Monday, November 16, 2020

DOC NYC Spotlight: MLK/FBI

I’m excited to be covering DOC NYC, America’s largest documentary festival, which presents its eleventh year, this time in a mostly online format, from November 11th-19th. 

Directed by Sam Pollard
Ticket Information

Martin Luther King, Jr. is surely one of the most influential figures in American history. His legacy is invoked frequently by those championing noble causes, and his tragically short life has left quite a mark. His fight for the rights of Black people in America was in response to the horrible inequality he witnessed that was so pervasive in society, rooted in slavery and transformed into segregation and discrimination. Though most consider him a role model, it’s an unfortunate fact that not everyone saw him as a force for good.

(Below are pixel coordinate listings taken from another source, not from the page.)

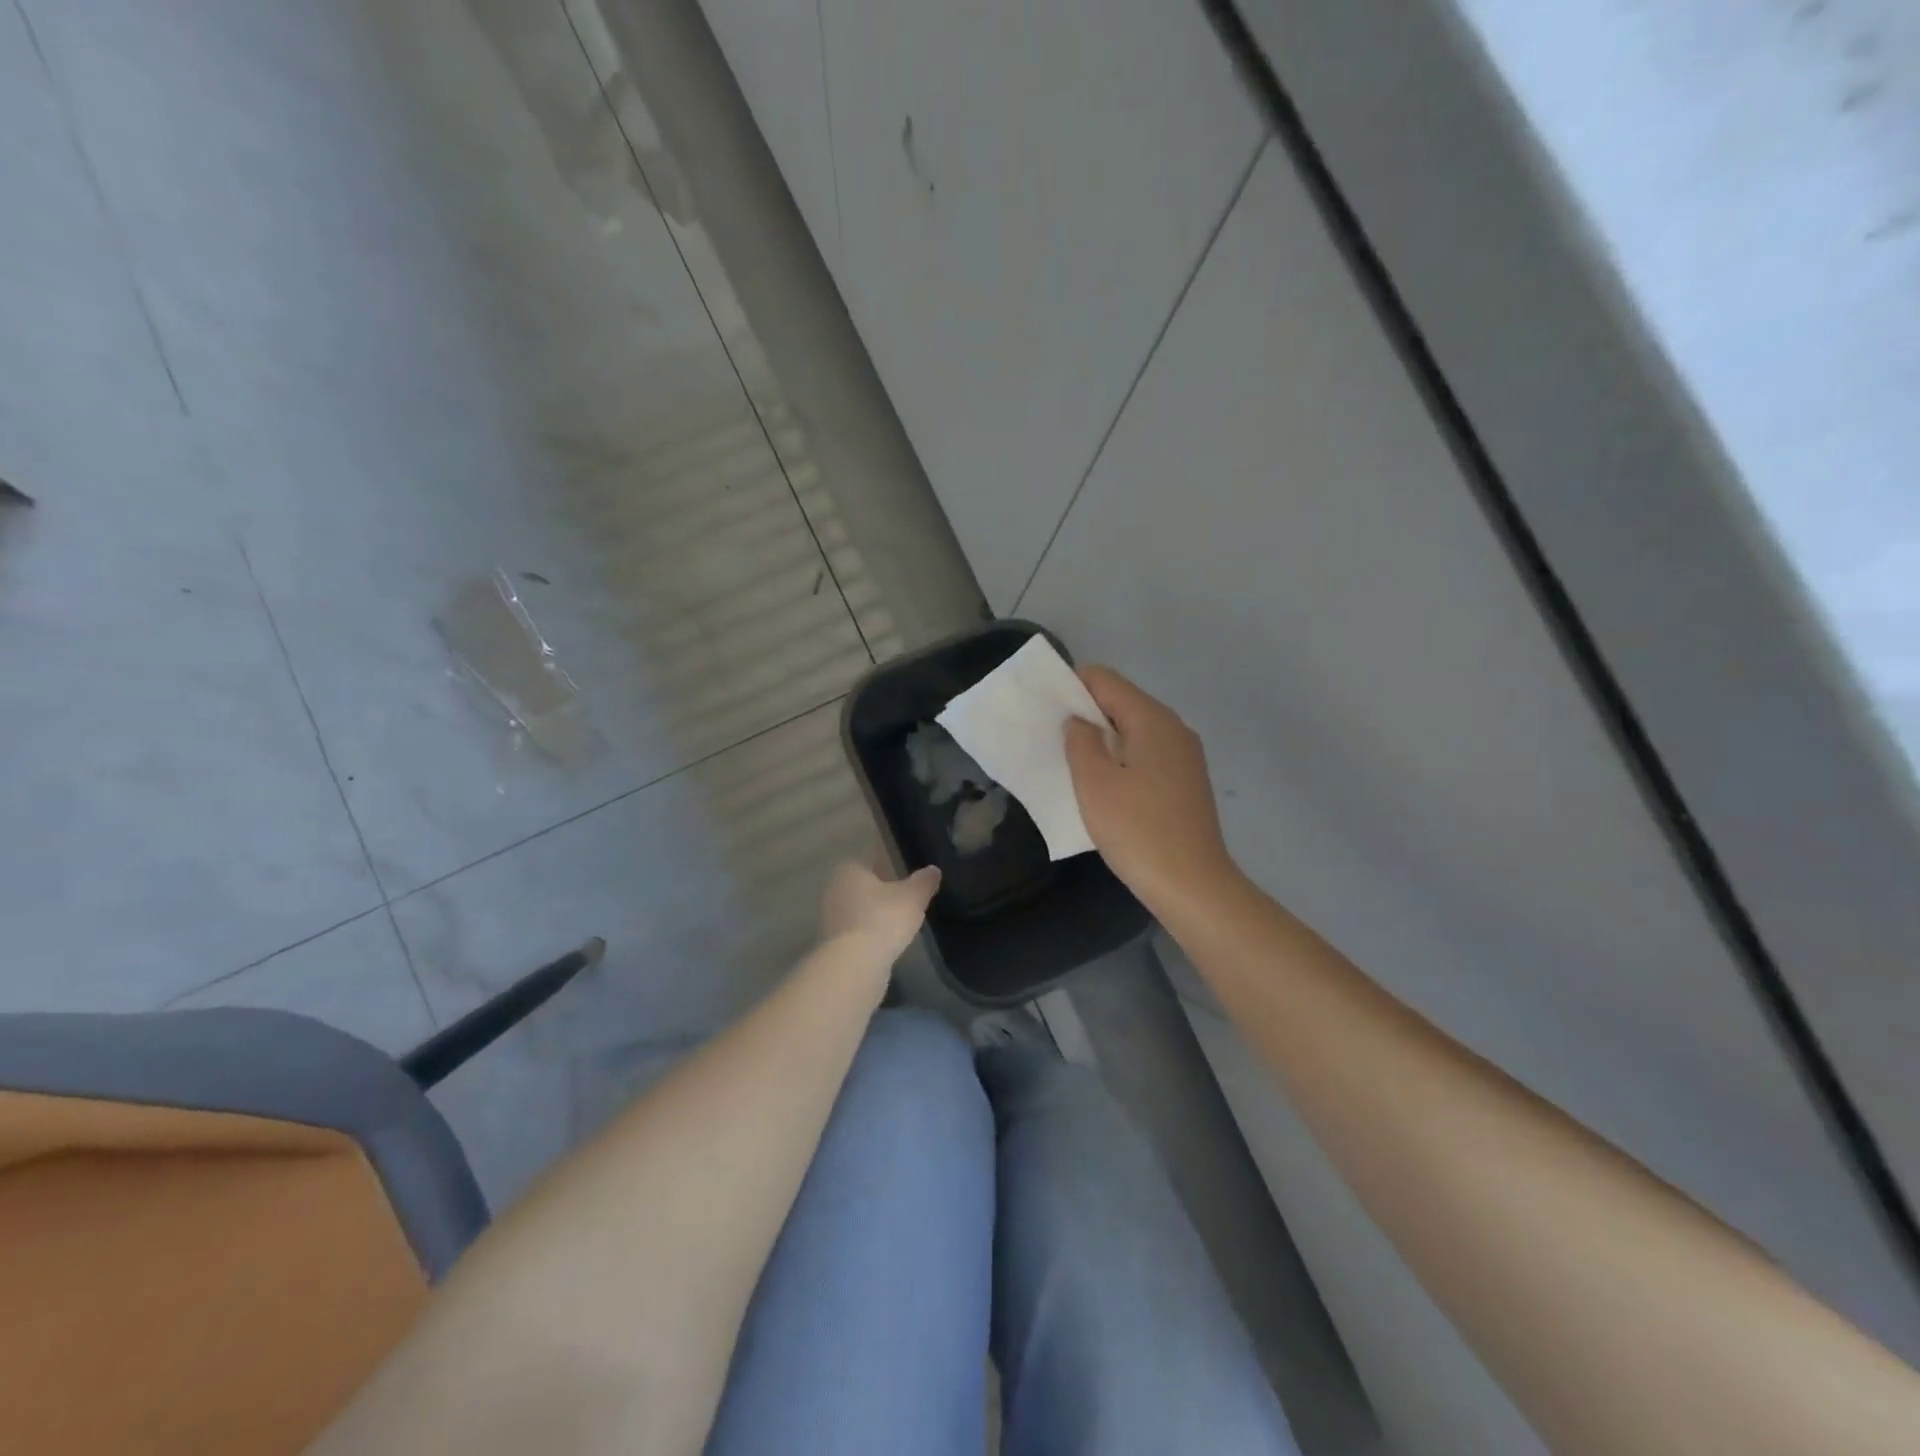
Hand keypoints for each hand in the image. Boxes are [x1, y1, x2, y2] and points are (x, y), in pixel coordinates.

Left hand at [819, 860, 940, 959]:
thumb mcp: (913, 897)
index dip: (888, 870)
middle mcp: (833, 890)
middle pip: (861, 888)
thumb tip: (933, 870)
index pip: (870, 863)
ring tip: (896, 926)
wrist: (855, 964)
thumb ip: (923, 882)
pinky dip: (867, 936)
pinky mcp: (830, 943)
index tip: (904, 881)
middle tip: (903, 904)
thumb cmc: (883, 918)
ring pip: (856, 911)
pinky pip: (854, 933)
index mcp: (849, 870)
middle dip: (879, 895)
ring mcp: (828, 918)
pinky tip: (883, 945)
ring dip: (873, 917)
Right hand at [1065, 667, 1238, 916]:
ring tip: (1074, 764)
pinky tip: (1106, 787)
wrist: (1193, 886)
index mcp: (1153, 719)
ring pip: (1134, 730)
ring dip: (1103, 739)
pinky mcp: (1186, 782)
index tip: (1045, 711)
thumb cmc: (1138, 831)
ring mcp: (1185, 756)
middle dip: (1086, 714)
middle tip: (1053, 739)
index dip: (1072, 687)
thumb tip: (1080, 722)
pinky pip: (1146, 754)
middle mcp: (1174, 728)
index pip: (1105, 680)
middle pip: (1122, 702)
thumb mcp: (1094, 784)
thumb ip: (1080, 742)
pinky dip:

This documentary examines the FBI’s years-long surveillance of King, directed by J. Edgar Hoover to dig up dirt on the popular activist that could potentially be used to discredit him if he was perceived to have become too much of a menace. As he spoke on television and to packed crowds about the issues that mattered most to him, he was followed and listened to constantly by teams set on uncovering elements of his personal life, such as infidelity, that might serve to damage his image as an example for so many.

The full details of this investigation are set to be unveiled in 2027, a future event several subjects in this film discuss as a potentially damaging revelation since it will likely show an even more targeted and infuriating effort to paint King as anything other than a good person. This film makes excellent use of archive footage and knowledgeable historians to construct a timeline and framework to track King’s public actions and the near-certainty that he was being watched at every moment, including when he was assassinated.

There may be many implications from this film and the eventual declassification of all the documents from the FBI. A mistrust in government organizations isn’t likely to be helpful since that has already begun in many forms, but the notion that King was profiled as a threat because of the things he was saying serves as an important reminder about the institutionalization of systemic racism at precisely the time when civil rights were supposedly advancing the attitude of the country. This film doesn’t attempt to suggest that King was anything near perfect, and instead shows him as a humble man who believes strongly in the causes which he preaches and doesn’t believe himself to be better than anyone. It offers a powerful portrait of a man whose legacy needs no pampering and the disappointing way in which others sought to keep him from achieving any progress for fear of what his message might mean.